> [Prompt] Pull every line that holds the word "Avenue" from the entries.

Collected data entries
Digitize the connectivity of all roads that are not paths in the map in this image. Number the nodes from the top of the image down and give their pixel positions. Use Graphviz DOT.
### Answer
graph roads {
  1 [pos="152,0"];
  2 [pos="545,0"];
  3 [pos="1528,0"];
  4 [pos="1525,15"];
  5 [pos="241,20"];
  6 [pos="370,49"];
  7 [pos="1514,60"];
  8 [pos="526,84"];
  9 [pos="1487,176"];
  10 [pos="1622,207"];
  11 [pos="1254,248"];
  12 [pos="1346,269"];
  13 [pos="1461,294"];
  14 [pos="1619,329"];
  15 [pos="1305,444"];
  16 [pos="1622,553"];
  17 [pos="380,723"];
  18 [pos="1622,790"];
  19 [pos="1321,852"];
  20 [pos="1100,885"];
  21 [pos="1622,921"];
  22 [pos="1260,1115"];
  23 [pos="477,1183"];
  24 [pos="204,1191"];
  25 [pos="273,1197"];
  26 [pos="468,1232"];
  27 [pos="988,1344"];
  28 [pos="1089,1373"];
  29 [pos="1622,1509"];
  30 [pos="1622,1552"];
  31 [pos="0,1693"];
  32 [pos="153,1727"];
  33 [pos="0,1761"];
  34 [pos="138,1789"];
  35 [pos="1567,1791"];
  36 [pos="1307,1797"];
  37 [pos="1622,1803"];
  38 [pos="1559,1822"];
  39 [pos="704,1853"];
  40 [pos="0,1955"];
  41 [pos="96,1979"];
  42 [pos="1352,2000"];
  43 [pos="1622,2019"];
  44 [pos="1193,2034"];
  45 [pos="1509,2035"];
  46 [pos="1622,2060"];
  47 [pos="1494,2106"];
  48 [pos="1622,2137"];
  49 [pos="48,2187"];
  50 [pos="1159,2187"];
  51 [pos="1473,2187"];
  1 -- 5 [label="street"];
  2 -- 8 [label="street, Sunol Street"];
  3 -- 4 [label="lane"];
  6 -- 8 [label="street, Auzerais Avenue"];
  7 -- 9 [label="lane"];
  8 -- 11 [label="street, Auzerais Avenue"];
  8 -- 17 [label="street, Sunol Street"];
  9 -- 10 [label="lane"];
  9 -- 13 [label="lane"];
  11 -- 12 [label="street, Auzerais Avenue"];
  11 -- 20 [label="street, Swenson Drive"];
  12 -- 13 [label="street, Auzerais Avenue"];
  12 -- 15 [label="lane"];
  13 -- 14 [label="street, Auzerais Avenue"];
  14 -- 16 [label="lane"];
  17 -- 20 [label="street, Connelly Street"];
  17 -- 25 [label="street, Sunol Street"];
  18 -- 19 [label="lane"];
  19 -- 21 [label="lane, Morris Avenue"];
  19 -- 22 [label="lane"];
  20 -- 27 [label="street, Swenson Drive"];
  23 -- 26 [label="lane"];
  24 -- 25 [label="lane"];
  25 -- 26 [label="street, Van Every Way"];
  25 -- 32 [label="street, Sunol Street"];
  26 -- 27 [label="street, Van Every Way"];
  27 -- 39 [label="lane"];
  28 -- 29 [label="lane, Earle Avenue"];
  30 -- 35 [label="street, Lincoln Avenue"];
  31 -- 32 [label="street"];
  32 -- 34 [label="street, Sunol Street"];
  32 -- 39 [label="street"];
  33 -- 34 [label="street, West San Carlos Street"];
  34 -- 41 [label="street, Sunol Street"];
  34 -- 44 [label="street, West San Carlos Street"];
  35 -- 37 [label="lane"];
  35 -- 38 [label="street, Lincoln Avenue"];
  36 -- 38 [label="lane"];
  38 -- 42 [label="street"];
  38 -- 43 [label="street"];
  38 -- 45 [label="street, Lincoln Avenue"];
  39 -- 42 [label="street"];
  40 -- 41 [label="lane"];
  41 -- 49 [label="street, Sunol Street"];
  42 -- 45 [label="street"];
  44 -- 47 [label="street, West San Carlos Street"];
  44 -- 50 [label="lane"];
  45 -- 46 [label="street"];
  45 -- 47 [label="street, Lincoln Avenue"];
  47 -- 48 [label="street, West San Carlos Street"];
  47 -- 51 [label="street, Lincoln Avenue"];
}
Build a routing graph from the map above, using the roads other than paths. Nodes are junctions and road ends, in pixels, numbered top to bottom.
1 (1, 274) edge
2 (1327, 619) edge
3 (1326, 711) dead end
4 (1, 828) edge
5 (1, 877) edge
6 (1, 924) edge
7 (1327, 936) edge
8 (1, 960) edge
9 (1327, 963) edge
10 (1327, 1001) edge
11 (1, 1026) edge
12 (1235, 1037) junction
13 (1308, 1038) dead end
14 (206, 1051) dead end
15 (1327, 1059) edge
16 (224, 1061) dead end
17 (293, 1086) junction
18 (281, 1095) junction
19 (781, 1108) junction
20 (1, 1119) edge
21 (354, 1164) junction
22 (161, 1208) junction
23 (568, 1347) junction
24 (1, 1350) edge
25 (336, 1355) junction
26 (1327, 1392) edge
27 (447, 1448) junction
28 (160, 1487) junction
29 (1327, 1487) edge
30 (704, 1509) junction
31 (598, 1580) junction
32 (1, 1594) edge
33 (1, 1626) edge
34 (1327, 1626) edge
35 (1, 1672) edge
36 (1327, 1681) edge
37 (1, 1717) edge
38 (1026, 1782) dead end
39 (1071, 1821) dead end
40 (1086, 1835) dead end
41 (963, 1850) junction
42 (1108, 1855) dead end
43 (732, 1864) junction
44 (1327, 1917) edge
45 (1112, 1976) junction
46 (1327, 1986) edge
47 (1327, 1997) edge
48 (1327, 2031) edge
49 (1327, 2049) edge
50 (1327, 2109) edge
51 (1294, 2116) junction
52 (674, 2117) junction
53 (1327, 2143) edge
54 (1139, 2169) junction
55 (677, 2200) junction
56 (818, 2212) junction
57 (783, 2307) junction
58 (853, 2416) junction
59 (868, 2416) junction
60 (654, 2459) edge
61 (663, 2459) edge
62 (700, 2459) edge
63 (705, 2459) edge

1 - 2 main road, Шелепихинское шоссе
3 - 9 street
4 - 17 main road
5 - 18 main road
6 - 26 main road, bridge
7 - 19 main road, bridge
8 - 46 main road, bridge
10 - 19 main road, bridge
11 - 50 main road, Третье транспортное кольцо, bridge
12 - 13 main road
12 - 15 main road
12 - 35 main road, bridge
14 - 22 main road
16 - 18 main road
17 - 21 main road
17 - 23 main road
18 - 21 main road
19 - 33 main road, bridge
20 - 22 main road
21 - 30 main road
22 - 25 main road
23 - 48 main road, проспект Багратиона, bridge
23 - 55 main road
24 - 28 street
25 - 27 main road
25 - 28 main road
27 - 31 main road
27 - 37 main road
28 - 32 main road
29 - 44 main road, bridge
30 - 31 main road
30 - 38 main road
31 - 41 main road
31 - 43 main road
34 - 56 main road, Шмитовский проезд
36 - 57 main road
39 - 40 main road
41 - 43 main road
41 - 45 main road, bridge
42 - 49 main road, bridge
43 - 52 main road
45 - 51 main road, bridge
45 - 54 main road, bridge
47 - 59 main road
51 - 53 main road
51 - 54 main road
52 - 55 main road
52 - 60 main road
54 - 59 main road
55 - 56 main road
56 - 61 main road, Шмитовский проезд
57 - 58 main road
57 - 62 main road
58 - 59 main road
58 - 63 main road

> [Answer for this exercise]
  6 -- 8 [label="street, Auzerais Avenue"];
  8 -- 11 [label="street, Auzerais Avenue"];
  11 -- 12 [label="street, Auzerais Avenue"];
  12 -- 13 [label="street, Auzerais Avenue"];
  13 -- 14 [label="street, Auzerais Avenue"];
  19 -- 21 [label="lane, Morris Avenue"];
  28 -- 29 [label="lane, Earle Avenue"];
  30 -- 35 [label="street, Lincoln Avenue"];
  35 -- 38 [label="street, Lincoln Avenue"];
  38 -- 45 [label="street, Lincoln Avenue"];
  45 -- 47 [label="street, Lincoln Avenue"];
  47 -- 51 [label="street, Lincoln Avenue"];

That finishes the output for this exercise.